Ipsen presented data at the American Association for the Study of Liver Diseases (AASLD) on the long-term efficacy and safety of Bylvay (odevixibat) in patients with Progressive Familial Intrahepatic Cholestasis (PFIC) and Alagille syndrome (ALGS). The data comes from two Phase III open-label extension studies, PEDFIC 2 and ASSERT-EXT, demonstrating sustained improvements in severe itch and serum bile acid levels.
Sustained Efficacy in PFIC Patients (PEDFIC 2 Study)
The PEDFIC 2 study (n=116) evaluated the efficacy and safety of Bylvay through 72 weeks (n=83) in patients with PFIC. The results indicated that 42% of patients under 18 years old with PFIC 1 and 2, who transitioned to Bylvay at 24 weeks (n=5/12), experienced a clinically meaningful 1-point reduction in pruritus score at week 72. Furthermore, 61% of patients with any type of PFIC and of any age, excluding episodic PFIC (n=19/31), also showed a similar reduction. Patients who achieved rapid initial pruritus score reductions by week 4 maintained these improvements throughout the treatment period. At 72 weeks, the mean change in serum bile acid (sBA) levels from baseline in patients who transitioned to Bylvay at week 24 (n=15) was -104.00 μmol/L, while in Bylvay-treated patients (n=43), it was -57.97 μmol/L.
Dr. Richard J. Thompson, Professor of Molecular Hepatology, King’s College London and principal investigator of the PEDFIC 2 trial, noted, "These open-label extension data from PEDFIC 2 suggest that the initial reduction in pruritus and in serum bile acid levels achieved following initiation of odevixibat are being sustained into the longer term. We are also observing reductions in both pruritus and serum bile acid across a number of PFIC subtypes. This is important information for our understanding of the therapeutic management of our patients living with PFIC."
Long-Term Benefits in ALGS Patients (ASSERT-EXT Study)

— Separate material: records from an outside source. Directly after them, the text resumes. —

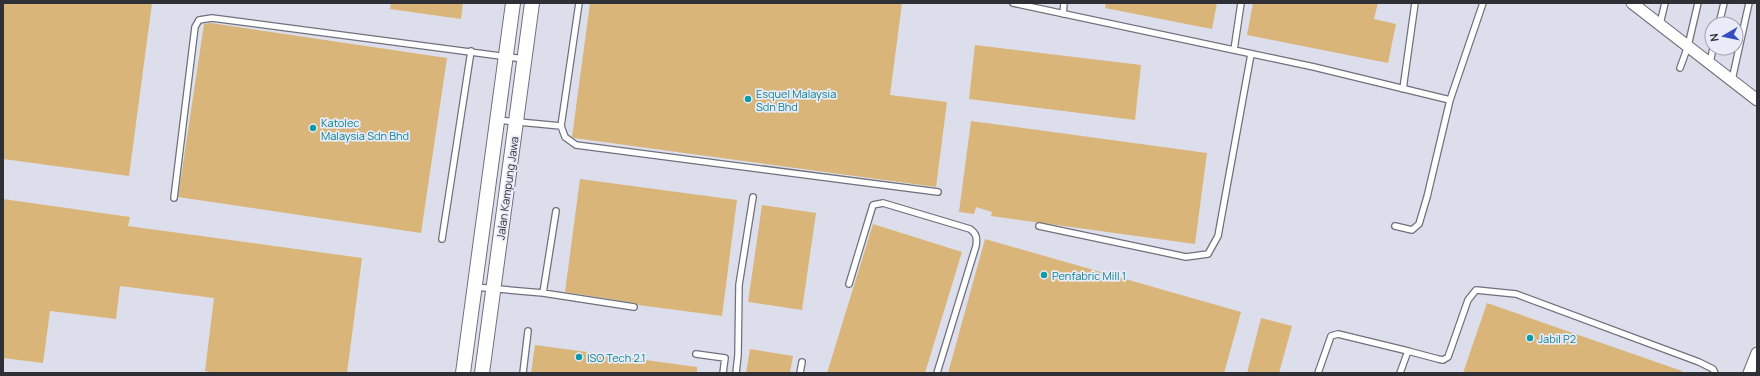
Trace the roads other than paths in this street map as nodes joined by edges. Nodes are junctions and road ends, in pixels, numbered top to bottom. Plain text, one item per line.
1 (513, 3) edge
2 (532, 3) edge
3 (579, 3) edge
4 (1013, 3) edge
5 (1064, 3) edge
6 (1242, 3) edge
7 (1414, 3) edge
8 (1482, 3) edge
9 (1634, 3) edge
10 (1665, 3) edge
11 (1698, 3) edge
12 (1724, 3) edge
13 (1749, 3) edge
14 (1063, 14) junction
15 (1721, 16) edge
16 (1660, 24) junction
17 (1688, 46) junction
18 (1234, 50) junction
19 (471, 51) junction
20 (1251, 54) junction
21 (506, 56) junction
22 (1711, 56) edge
23 (524, 59) junction
24 (1710, 63) junction
25 (1680, 68) dead end
26 (1732, 80) junction
27 (1403, 89) junction
28 (1450, 100) junction
29 (1757, 100) edge
30 (497, 120) junction
31 (516, 122) junction
32 (561, 126) junction
33 (938, 192) dead end
34 (753, 197) dead end
35 (174, 198) dead end
36 (556, 211) dead end
37 (1039, 226) dead end
38 (1395, 226) dead end
39 (442, 238) dead end
40 (849, 284) dead end
41 (475, 287) junction
42 (493, 288) junction
43 (543, 293) junction
44 (634, 307) dead end
45 (528, 331) dead end
46 (1408, 351) junction
47 (1757, 353) edge
48 (696, 354) dead end
49 (802, 362) dead end
50 (463, 373) edge
51 (482, 373) edge
52 (522, 373) edge
53 (723, 373) edge
54 (736, 373) edge
55 (800, 373) edge
56 (937, 373) edge
57 (1318, 373) edge
58 (1400, 373) edge
59 (1715, 373) edge
60 (1749, 373) edge

1 - 21 street, Jalan Kampung Jawa
2 - 23 street, Jalan Kampung Jawa
3 - 32 lane
4 - 14 lane
5 - 14 lane
6 - 18 lane
7 - 27 lane
8 - 28 lane
9 - 16 street
10 - 16 lane
11 - 17 lane
12 - 15 lane
13 - 26 lane
14 - 18 lane
16 - 17 street
17 - 24 street
17 - 25 lane
18 - 20 lane
19 - 21 lane
19 - 35 lane
19 - 39 lane
20 - 27 lane
20 - 37 lane
21 - 23 lane
21 - 30 street, Jalan Kampung Jawa
22 - 24 lane
23 - 31 street, Jalan Kampung Jawa
24 - 26 street
26 - 29 street
27 - 28 lane
28 - 38 lane
30 - 31 lane
30 - 41 street, Jalan Kampung Jawa
31 - 32 lane
31 - 42 street, Jalan Kampung Jawa
32 - 33 lane
34 - 54 lane
36 - 43 lane
40 - 56 lane
41 - 42 lane
41 - 50 street, Jalan Kampung Jawa
42 - 43 lane
42 - 51 street, Jalan Kampung Jawa
43 - 44 lane
45 - 52 lane
46 - 57 lane
46 - 58 lane
46 - 59 lane
47 - 60 street
48 - 53 lane
49 - 55 lane

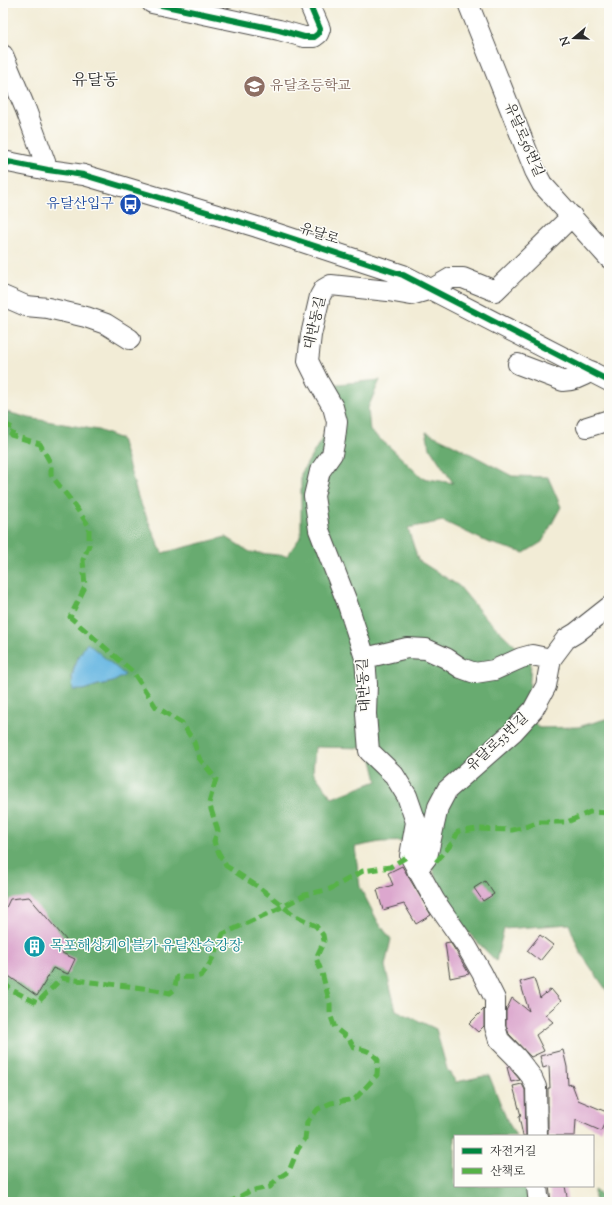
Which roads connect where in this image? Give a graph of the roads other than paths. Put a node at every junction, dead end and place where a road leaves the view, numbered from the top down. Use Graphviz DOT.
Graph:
graph roads {
  1 [pos="153,3"];
  2 [pos="309,3"];
  3 [pos="473,8"];
  4 [pos="3,55"];
  5 [pos="3,161"];
  6 [pos="48,170"];
  7 [pos="572,216"];
  8 [pos="609,258"];
  9 [pos="432,289"];
  10 [pos="4,298"];
  11 [pos="130,339"];
  12 [pos="518,364"];
  13 [pos="591,371"];
  14 [pos="609,381"];
  15 [pos="609,420"];
  16 [pos="587,428"];
  17 [pos="609,607"];
  18 [pos="365,658"];
  19 [pos="551,659"];
  20 [pos="417,870"];
  21 [pos="537,1135"];
  22 [pos="537,1187"];
  23 [pos="540,1202"];
  1 -- 2 [label="street"];
  3 -- 7 [label="street, 유달로56번길"];
  4 -- 6 [label="street"];
  5 -- 6 [label="street, 유달로"];
  6 -- 9 [label="street, 유달로"];
  7 -- 8 [label="street, 유달로56번길"];
  7 -- 9 [label="street"];
  9 -- 13 [label="street, 유달로"];
  9 -- 18 [label="street, 대반동길"];
  10 -- 11 [label="street"];
  12 -- 13 [label="street"];
  13 -- 14 [label="street, 유달로"];
  15 -- 16 [label="street"];
  17 -- 19 [label="street, 유달로53번길"];
  18 -- 19 [label="street"];
  18 -- 20 [label="street, 대반동길"];
  19 -- 20 [label="street, 유달로53번길"];
  20 -- 21 [label="street, 대반동길"];
  22 -- 23 [label="street"];
}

The ASSERT-EXT study (n=50) assessed the long-term efficacy and safety of Bylvay in ALGS patients (ages 1-15.9 years) through 72 weeks (n=44). The study revealed sustained improvements in pruritus and sBA levels. Specifically, 93% (n=28/30) of patients who received Bylvay throughout the 24-week ASSERT trial and 77% (n=10/13) of those who transitioned from placebo to Bylvay at week 24 experienced a clinically meaningful ≥1 point reduction in pruritus score at week 72. Reductions in sBA levels were also observed, with a mean reduction of 124 μmol/L in patients continuously treated with Bylvay and a mean reduction of 139 μmol/L in patients who transitioned from placebo to Bylvay.
Improvements in height (8.2 cm) and weight (2.8 kg) were observed with continuous Bylvay use, and similar changes were reported for patients transitioning from placebo to Bylvay (height: 10.7 cm, weight: 3.3 kg).
Dr. Nadia Ovchinsky, Chief, Division of Gastroenterology and Hepatology, Hassenfeld Children’s Hospital at NYU Langone, commented, "The sustained improvements we’ve seen in Bylvay-treated individuals living with Alagille syndrome are encouraging. These results not only show the potential to manage symptoms like pruritus, which can be extremely difficult for children and their parents to manage, but we’re also seeing a consistent safety profile over the longer term with sustained tolerability."
Safety and Tolerability
In both studies, the safety profile of Bylvay remained consistent with previous clinical trials. Most adverse events were mild or moderate, with gastrointestinal issues, including diarrhea, being the most common. In the PEDFIC 2 study, gastrointestinal events were reported in 17.2% of patients (n=20/116), with diarrhea occurring in 12% (n=14/116). In the ASSERT-EXT study, treatment-emergent adverse events (TEAE) occurred in 18% (n=6/33) of patients who continuously received Bylvay and 41% (n=7/17) of patients who transitioned from placebo to Bylvay. Diarrhea was the most common TEAE.